##### Material provided

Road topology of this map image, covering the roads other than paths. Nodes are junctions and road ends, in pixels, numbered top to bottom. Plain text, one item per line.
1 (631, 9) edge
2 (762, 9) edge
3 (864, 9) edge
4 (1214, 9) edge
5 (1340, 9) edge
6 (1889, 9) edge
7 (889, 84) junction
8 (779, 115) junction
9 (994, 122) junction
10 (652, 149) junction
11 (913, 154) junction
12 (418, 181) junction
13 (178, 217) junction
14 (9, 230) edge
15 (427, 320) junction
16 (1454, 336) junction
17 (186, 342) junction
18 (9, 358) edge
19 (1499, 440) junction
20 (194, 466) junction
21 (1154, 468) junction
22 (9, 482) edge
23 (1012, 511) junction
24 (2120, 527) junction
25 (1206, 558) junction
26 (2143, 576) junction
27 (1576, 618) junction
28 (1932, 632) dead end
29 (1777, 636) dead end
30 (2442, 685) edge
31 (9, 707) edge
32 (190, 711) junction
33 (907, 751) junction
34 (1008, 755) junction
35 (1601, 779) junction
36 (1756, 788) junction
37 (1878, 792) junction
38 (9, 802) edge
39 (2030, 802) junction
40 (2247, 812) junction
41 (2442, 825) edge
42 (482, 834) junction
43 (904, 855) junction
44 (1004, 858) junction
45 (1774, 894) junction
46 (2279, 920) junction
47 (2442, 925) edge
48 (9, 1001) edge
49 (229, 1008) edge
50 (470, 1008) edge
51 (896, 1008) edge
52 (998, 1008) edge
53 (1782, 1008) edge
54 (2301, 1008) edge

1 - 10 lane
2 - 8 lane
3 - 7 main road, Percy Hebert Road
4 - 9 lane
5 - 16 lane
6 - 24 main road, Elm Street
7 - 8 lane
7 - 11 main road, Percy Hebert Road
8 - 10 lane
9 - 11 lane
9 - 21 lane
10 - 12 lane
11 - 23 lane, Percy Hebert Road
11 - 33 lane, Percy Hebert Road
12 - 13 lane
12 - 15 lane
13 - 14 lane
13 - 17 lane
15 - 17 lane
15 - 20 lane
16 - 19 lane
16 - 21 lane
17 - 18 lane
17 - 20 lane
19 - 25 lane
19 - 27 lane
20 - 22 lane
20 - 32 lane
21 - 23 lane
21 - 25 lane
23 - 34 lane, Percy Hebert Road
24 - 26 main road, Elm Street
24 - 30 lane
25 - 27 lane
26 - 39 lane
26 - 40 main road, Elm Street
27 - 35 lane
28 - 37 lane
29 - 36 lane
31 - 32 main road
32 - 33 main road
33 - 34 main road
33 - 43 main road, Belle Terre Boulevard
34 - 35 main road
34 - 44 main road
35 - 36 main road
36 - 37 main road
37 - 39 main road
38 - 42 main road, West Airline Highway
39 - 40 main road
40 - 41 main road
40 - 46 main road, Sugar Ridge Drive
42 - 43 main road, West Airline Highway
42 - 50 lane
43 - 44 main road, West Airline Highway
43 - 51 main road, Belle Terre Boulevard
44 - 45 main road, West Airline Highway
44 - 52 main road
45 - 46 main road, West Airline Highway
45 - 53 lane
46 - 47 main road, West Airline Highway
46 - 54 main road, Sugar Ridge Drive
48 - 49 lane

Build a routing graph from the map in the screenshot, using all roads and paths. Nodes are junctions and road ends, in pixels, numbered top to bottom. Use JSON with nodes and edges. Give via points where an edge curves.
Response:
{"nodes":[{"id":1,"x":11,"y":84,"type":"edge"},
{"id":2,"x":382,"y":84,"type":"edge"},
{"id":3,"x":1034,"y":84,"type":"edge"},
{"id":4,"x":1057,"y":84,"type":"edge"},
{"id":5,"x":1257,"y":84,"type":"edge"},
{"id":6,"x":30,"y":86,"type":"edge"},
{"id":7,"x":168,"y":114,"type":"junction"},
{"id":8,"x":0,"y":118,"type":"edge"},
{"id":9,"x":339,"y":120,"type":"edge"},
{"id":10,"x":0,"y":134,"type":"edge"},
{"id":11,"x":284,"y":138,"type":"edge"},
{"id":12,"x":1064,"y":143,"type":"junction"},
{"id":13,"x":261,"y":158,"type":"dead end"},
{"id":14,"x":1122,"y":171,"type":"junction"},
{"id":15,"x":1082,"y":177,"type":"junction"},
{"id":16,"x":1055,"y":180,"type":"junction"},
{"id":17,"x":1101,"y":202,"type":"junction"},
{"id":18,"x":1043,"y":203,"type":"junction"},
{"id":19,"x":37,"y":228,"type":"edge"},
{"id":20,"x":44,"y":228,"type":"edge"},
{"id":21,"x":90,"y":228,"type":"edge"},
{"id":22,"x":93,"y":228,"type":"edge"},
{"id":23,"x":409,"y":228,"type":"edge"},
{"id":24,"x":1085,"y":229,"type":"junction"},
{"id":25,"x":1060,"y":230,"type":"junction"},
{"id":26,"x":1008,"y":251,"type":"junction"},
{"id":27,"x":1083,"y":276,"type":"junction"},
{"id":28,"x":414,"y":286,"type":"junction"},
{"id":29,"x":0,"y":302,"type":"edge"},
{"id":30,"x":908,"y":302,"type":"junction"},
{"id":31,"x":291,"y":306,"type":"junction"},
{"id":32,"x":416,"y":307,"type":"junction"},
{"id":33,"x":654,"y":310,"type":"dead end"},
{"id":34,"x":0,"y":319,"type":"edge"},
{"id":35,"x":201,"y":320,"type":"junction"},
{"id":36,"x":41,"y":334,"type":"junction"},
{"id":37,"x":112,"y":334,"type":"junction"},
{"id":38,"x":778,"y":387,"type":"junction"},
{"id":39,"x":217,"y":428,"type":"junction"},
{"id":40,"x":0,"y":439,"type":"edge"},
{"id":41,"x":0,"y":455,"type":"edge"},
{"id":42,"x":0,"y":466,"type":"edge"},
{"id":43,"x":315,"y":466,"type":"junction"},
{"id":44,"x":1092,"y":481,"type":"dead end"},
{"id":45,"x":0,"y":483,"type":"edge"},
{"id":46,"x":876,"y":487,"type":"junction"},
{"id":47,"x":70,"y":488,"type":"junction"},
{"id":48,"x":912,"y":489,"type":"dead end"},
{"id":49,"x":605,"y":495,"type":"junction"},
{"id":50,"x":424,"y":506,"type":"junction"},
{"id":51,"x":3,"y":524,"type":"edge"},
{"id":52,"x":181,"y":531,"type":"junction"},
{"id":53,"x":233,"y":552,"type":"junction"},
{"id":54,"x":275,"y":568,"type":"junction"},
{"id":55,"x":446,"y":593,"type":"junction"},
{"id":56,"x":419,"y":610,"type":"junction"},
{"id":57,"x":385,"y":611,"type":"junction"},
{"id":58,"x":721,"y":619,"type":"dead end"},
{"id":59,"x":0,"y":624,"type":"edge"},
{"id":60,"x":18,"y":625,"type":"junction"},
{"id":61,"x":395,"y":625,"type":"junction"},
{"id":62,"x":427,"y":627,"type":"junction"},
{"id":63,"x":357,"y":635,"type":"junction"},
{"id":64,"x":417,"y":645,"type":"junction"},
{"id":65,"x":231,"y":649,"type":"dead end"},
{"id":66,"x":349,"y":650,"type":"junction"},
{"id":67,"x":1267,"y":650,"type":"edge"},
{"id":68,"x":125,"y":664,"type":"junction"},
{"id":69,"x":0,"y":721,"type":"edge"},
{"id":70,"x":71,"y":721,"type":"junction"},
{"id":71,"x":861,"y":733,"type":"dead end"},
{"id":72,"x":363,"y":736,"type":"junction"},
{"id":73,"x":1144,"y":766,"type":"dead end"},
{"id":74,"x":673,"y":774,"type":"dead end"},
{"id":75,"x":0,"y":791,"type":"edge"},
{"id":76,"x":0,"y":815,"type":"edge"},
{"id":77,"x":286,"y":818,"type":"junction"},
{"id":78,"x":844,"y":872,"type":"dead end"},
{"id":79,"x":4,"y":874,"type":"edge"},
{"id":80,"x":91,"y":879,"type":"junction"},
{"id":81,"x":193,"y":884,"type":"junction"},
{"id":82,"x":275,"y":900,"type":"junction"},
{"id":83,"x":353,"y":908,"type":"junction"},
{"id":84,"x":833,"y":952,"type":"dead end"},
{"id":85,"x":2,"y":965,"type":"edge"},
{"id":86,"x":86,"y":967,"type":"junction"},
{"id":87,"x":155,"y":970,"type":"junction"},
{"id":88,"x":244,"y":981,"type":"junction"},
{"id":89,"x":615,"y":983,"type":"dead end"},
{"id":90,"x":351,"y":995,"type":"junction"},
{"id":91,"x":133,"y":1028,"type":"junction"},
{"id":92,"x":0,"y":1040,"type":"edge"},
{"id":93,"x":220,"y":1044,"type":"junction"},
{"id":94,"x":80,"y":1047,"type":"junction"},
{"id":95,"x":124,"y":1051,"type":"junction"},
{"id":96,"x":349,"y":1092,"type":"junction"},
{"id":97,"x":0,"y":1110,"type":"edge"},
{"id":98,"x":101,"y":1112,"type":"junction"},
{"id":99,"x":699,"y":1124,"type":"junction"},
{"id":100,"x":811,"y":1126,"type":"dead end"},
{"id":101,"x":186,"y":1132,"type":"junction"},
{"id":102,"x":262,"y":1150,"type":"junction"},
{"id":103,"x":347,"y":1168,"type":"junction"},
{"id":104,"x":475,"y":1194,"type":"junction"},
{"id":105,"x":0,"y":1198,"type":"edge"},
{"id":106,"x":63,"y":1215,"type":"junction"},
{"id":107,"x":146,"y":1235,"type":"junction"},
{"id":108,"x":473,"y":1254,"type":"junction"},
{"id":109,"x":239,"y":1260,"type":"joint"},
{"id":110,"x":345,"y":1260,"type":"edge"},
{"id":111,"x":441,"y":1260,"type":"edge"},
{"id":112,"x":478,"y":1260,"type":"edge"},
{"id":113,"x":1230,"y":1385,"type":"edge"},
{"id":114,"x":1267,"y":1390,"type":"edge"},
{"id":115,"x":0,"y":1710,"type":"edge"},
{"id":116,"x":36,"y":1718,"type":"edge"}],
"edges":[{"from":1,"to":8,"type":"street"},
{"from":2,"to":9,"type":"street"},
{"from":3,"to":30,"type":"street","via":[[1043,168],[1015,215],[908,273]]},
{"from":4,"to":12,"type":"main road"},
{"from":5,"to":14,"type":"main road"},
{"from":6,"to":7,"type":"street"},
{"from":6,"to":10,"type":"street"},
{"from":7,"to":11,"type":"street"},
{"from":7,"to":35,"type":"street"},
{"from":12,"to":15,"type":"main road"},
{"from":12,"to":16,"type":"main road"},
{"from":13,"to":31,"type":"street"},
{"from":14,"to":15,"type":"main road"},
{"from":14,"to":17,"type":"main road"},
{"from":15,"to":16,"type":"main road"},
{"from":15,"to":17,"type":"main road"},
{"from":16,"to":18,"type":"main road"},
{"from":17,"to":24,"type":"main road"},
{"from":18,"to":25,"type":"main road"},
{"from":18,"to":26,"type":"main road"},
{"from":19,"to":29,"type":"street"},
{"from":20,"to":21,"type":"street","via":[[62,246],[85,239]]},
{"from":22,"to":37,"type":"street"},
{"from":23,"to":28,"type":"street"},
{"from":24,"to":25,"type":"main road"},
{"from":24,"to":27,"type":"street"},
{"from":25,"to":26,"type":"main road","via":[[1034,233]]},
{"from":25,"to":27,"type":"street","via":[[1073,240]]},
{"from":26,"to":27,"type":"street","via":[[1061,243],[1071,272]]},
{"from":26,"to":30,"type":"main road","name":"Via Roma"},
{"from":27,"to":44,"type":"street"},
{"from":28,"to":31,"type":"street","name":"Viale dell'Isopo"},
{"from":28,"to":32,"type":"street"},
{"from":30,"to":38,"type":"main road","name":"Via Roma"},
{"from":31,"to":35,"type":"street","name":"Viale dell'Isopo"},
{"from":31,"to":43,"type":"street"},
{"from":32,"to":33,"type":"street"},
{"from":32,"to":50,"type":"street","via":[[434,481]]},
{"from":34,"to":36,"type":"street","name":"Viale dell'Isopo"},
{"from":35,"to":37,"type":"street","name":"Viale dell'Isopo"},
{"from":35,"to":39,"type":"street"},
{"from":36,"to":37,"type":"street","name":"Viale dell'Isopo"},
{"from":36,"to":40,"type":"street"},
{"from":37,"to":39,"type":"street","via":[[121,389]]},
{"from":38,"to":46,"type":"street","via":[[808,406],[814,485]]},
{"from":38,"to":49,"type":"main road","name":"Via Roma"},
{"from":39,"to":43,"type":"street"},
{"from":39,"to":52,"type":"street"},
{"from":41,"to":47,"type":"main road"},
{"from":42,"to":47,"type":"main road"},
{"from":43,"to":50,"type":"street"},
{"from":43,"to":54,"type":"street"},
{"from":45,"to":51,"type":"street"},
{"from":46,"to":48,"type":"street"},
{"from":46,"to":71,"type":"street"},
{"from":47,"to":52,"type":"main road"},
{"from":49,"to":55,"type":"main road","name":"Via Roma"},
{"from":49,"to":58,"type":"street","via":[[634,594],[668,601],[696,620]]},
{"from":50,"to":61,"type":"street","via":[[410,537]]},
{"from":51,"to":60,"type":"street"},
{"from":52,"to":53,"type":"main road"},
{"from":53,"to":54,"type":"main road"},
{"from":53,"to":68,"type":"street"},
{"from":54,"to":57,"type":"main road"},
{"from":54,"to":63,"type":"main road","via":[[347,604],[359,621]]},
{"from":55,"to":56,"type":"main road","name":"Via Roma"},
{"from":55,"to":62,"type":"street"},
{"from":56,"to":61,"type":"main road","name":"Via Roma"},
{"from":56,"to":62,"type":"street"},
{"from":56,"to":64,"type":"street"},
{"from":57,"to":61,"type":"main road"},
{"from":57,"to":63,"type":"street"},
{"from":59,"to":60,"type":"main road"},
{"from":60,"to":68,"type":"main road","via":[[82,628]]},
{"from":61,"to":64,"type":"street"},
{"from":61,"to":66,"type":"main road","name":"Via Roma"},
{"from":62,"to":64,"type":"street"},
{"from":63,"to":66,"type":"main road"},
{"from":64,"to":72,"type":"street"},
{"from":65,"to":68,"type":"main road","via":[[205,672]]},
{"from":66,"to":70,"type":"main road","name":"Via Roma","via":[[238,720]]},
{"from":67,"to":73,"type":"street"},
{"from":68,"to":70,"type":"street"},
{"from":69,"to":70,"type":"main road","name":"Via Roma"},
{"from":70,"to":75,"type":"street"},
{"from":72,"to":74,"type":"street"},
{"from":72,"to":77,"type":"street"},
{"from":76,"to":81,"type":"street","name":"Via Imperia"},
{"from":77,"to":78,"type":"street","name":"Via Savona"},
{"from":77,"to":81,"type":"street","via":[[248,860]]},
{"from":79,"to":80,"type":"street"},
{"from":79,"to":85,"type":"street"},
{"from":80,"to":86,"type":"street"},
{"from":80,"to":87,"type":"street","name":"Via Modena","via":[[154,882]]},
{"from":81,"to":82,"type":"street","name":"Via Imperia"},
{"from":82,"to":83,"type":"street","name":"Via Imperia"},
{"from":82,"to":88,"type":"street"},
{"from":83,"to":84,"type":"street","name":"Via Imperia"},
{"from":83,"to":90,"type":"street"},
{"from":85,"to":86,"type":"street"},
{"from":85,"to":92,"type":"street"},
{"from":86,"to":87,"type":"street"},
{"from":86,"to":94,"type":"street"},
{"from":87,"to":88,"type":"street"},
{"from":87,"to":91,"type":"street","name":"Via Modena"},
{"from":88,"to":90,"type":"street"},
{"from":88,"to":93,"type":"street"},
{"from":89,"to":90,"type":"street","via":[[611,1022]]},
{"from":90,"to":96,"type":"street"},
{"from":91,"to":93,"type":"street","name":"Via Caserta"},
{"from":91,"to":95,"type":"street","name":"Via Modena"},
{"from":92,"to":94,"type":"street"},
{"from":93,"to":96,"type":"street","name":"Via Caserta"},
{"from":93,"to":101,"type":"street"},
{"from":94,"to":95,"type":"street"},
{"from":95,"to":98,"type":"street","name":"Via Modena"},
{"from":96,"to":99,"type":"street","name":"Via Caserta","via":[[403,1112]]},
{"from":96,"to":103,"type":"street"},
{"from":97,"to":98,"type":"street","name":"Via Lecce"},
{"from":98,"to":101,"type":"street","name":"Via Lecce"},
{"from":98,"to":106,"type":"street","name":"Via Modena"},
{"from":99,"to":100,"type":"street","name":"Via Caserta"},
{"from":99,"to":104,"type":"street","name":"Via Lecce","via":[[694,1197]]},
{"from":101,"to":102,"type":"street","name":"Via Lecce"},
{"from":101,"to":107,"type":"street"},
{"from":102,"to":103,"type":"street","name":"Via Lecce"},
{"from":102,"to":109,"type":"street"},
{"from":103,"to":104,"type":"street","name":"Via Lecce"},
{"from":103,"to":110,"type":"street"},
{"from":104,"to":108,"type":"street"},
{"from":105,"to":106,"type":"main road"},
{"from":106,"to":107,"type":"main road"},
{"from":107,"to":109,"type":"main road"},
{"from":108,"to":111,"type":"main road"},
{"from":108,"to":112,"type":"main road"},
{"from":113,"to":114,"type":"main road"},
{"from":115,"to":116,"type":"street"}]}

##########

Go through the records above and count the lines with the word "Isopo" in them. Answer with the number only.

5